Way back during the Age of the Dinosaurs when I first decided to try writing an anime review I chose the original Geneon DVD release of the first season of Shakugan no Shana. These days, with streaming video typically available on the day of the original broadcast, I don’t watch too many anime DVDs. However I recently got hold of BD set for the second season of Shana and decided to write an old-fashioned review of it.
It probably says something about the general weakness of the Winter 2012 anime season that the show I found myself looking forward to most was the tail end of a series that started back in 2005.
As I said earlier, I was looking forward to the final season with a certain amount of trepidation. The series as a whole has been a mixed bag: sometimes awesome and sometimes merely annoying. The final season might turn out to be great or it could be awful.
In fact the final season turned out to be much better than I had feared, indeed better than I had hoped. It is tightly focused with no filler episodes or unnecessary side stories. The main human characters have become much more mature, no longer displaying the sometimes annoying traits of the first two seasons.
The ending raises my opinion of the entire series. Certainly it’s not on the same level as Penguindrum, but its energy, imagination and poetry make Shana one of the best anime series of the last 10 years.
Unfortunately the third season is not intended to stand by itself. To appreciate it you really need to sit through the first two seasons, putting up with the slow spots. (You can safely skip the OVAs and should definitely skip the lamentable movie.)
Some disorganized thoughts and observations are below the fold. Warning: major spoilers!
However in watching the third season I have come to understand something that seemed “off” about this series from the beginning, and which may partly explain why some people love it and some people hate it. This is really, in essence, a shoujo story. Sure it looks and feels like a shounen series. (Technically I think the light novels are seinen, but that’s close enough.) It even has shounen-style fan service, though it’s presented rather ironically. But the fundamental structure is more like a shoujo story.

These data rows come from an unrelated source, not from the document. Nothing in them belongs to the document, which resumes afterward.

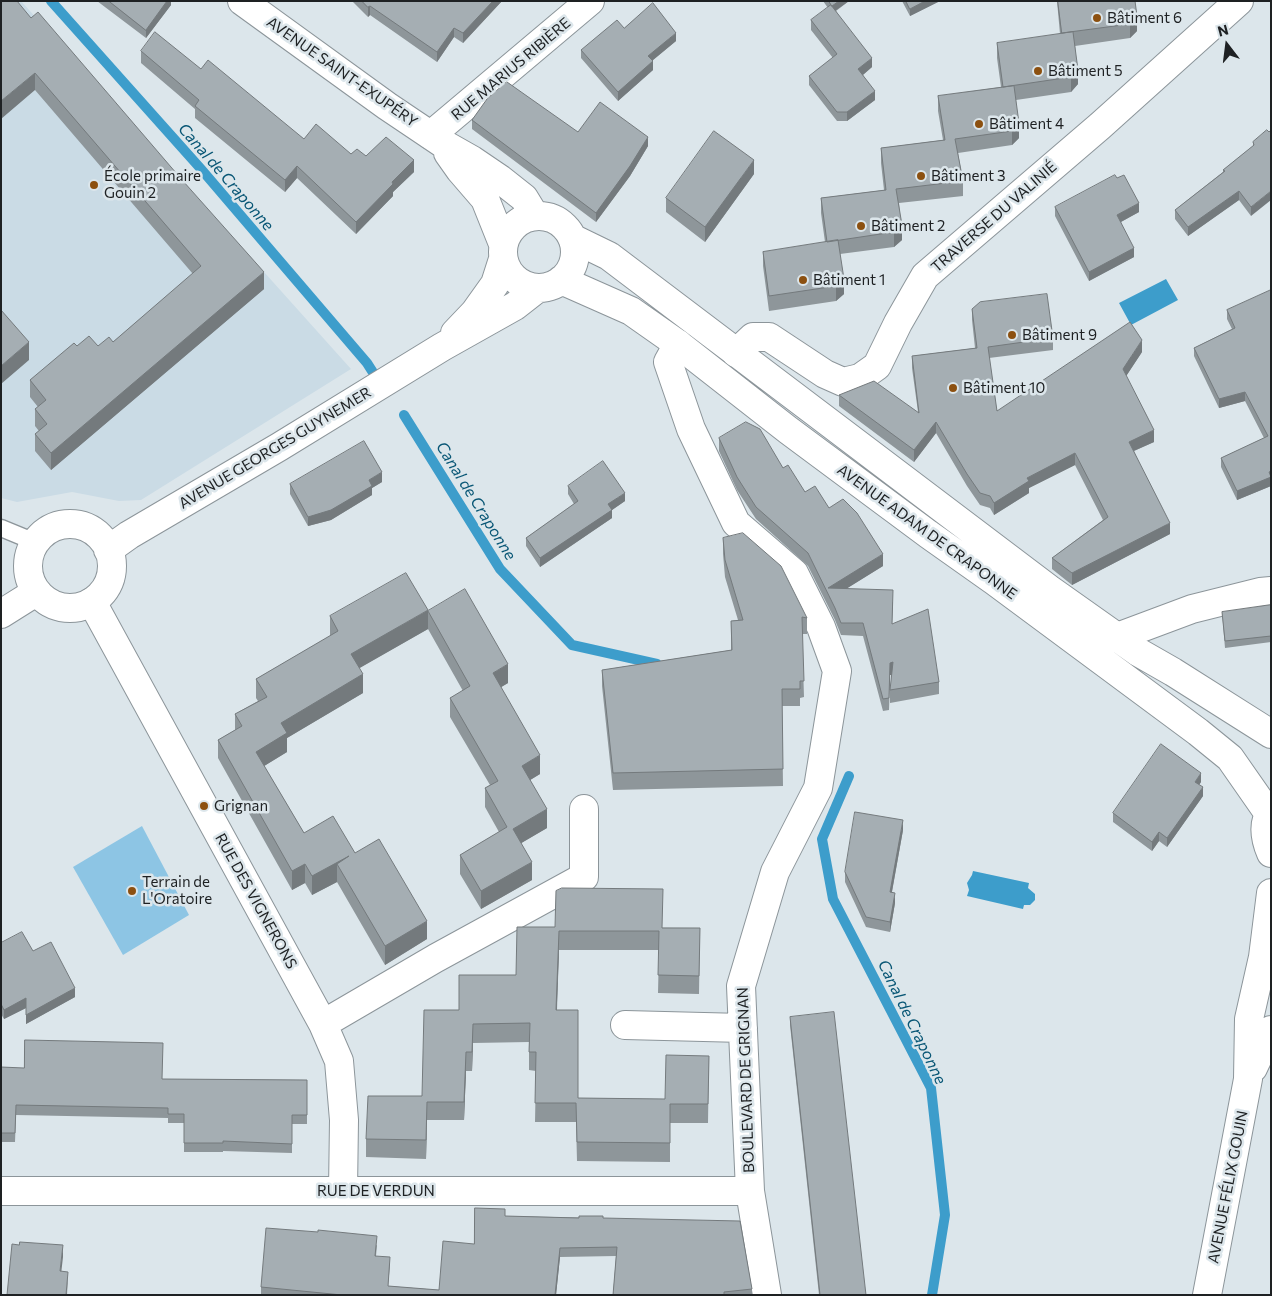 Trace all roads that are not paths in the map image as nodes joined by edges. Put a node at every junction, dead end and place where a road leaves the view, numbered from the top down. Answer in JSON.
{"nodes":[{"id":1,"x":242,"y":1,"type":"edge"},
{"id":2,"x":590,"y":1,"type":"edge"},
{"id":3,"x":1239,"y":1,"type":"edge"},
{"id":4,"x":436,"y":139,"type":"junction"},
{"id":5,"x":535,"y":216,"type":"junction"},
{"id":6,"x":572,"y":238,"type":"junction"},
{"id":7,"x":503,"y":251,"type":"junction"},
{"id":8,"x":550,"y":284,"type":"junction"},
{"id":9,"x":678,"y":344,"type":"junction"},
{"id":10,"x":442,"y":347,"type":"junction"},
{"id":11,"x":736,"y":353,"type":"junction"},
{"id":12,"x":1,"y":528,"type":"edge"},
{"id":13,"x":35,"y":542,"type":"junction"},
{"id":14,"x":108,"y":550,"type":"junction"},
{"id":15,"x":1271,"y":591,"type":"edge"},
{"id":16,"x":36,"y":592,"type":"junction"},
{"id":17,"x":92,"y":602,"type":"junction"},
{"id":18,"x":1,"y":614,"type":"edge"},
{"id":19,"x":1117,"y":637,"type":"junction"},
{"id":20,"x":1271,"y":734,"type":"edge"},
{"id":21,"x":584,"y":809,"type":"dead end"},
{"id":22,"x":1270,"y":812,"type":"edge"},
{"id":23,"x":1271,"y":853,"type":"edge"},
{"id":24,"x":1271,"y":893,"type":"edge"},
{"id":25,"x":323,"y":1024,"type":"junction"},
{"id":26,"x":624,"y":1025,"type":"dead end"},
{"id":27,"x":743,"y":1028,"type":"junction"},
{"id":28,"x":1271,"y":1030,"type":"edge"},
{"id":29,"x":1248,"y":1079,"type":"junction"},
{"id":30,"x":342,"y":1191,"type":"junction"},
{"id":31,"x":750,"y":1191,"type":"junction"},
{"id":32,"x":1,"y":1192,"type":"edge"},
{"id":33,"x":767,"y":1295,"type":"edge"},
{"id":34,"x":1207,"y":1295,"type":"edge"}],
"edges":[{"from":1,"to":4,"type":"street","name":"AVENUE SAINT-EXUPÉRY"},
{"from":2,"to":4,"type":"street","name":"RUE MARIUS RIBIÈRE"},
{"from":3,"to":11,"type":"street","name":"TRAVERSE DU VALINIÉ"},
{"from":4,"to":5,"type":"street"},
{"from":4,"to":7,"type":"street"},
{"from":5,"to":6,"type":"street"},
{"from":5,"to":7,"type":"street"},
{"from":6,"to":8,"type":"street"},
{"from":6,"to":11,"type":"street","name":"AVENUE ADAM DE CRAPONNE"},
{"from":7,"to":8,"type":"street"},
{"from":7,"to":10,"type":"street"},
{"from":8,"to":9,"type":"street","name":"AVENUE ADAM DE CRAPONNE"},
{"from":8,"to":10,"type":"street"},
{"from":9,"to":22,"type":"street","name":"AVENUE ADAM DE CRAPONNE"},
{"from":9,"to":27,"type":"street","name":"BOULEVARD DE GRIGNAN"},
{"from":10,"to":14,"type":"street","name":"AVENUE GEORGES GUYNEMER"},
{"from":11,"to":19,"type":"street","name":"AVENUE ADAM DE CRAPONNE"},
{"from":12,"to":13,"type":"lane"},
{"from":13,"to":14,"type":"street"},
{"from":13,"to":16,"type":"street"},
{"from":14,"to":17,"type":"street"},
{"from":15,"to":19,"type":"street"},
{"from":16,"to":17,"type":"street"},
{"from":16,"to":18,"type":"street"},
{"from":17,"to":25,"type":"street","name":"RUE DES VIGNERONS"},
{"from":19,"to":20,"type":"street","name":"AVENUE ADAM DE CRAPONNE"},
{"from":21,"to":25,"type":"street"},
{"from":22,"to":23,"type":"street"},
{"from":24,"to":29,"type":"street","name":"AVENUE FÉLIX GOUIN"},
{"from":25,"to":30,"type":"street","name":"RUE DES VIGNERONS"},
{"from":26,"to":27,"type":"street"},
{"from":27,"to":31,"type":"street","name":"BOULEVARD DE GRIGNAN"},
{"from":28,"to":29,"type":"street","name":"AVENUE FÉLIX GOUIN"},
{"from":29,"to":34,"type":"street","name":"AVENUE FÉLIX GOUIN"},
{"from":30,"to":31,"type":"street","name":"RUE DE VERDUN"},
{"from":30,"to":32,"type":"street","name":"RUE DE VERDUN"},
{"from":31,"to":33,"type":"street","name":"BOULEVARD DE GRIGNAN"}]}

For one thing, it was obvious even in the first season that this story is mainly about Shana, the challenges she has faced and her personal growth. Yuuji is the viewpoint character in the first two seasons (he has spent much of the third season offscreen) but his role is basically that of a typical shoujo boyfriend: on one hand impossibly idealized, but also often frustrating or even scary.
Let’s consider the basic plot of the story so far, and you can decide whether is sounds shounen or shoujo. (Major spoilers follow.)
Shakugan no Shana III Final is obviously yet another sequel. Given the title, this one had better wrap up the story or the fans will be awfully annoyed.
I’ve watched this story faithfully from the beginning but I’ve been anticipating this sequel with a mixture of hope and fear. While I think on the whole it’s a darn good story, J.C. Staff’s handling of it has been rather uneven. Let’s look at the record:
- The first season. A powerful opening, an intriguing fantasy world and strong character development throughout.
- The onsen OVA. A total waste of time.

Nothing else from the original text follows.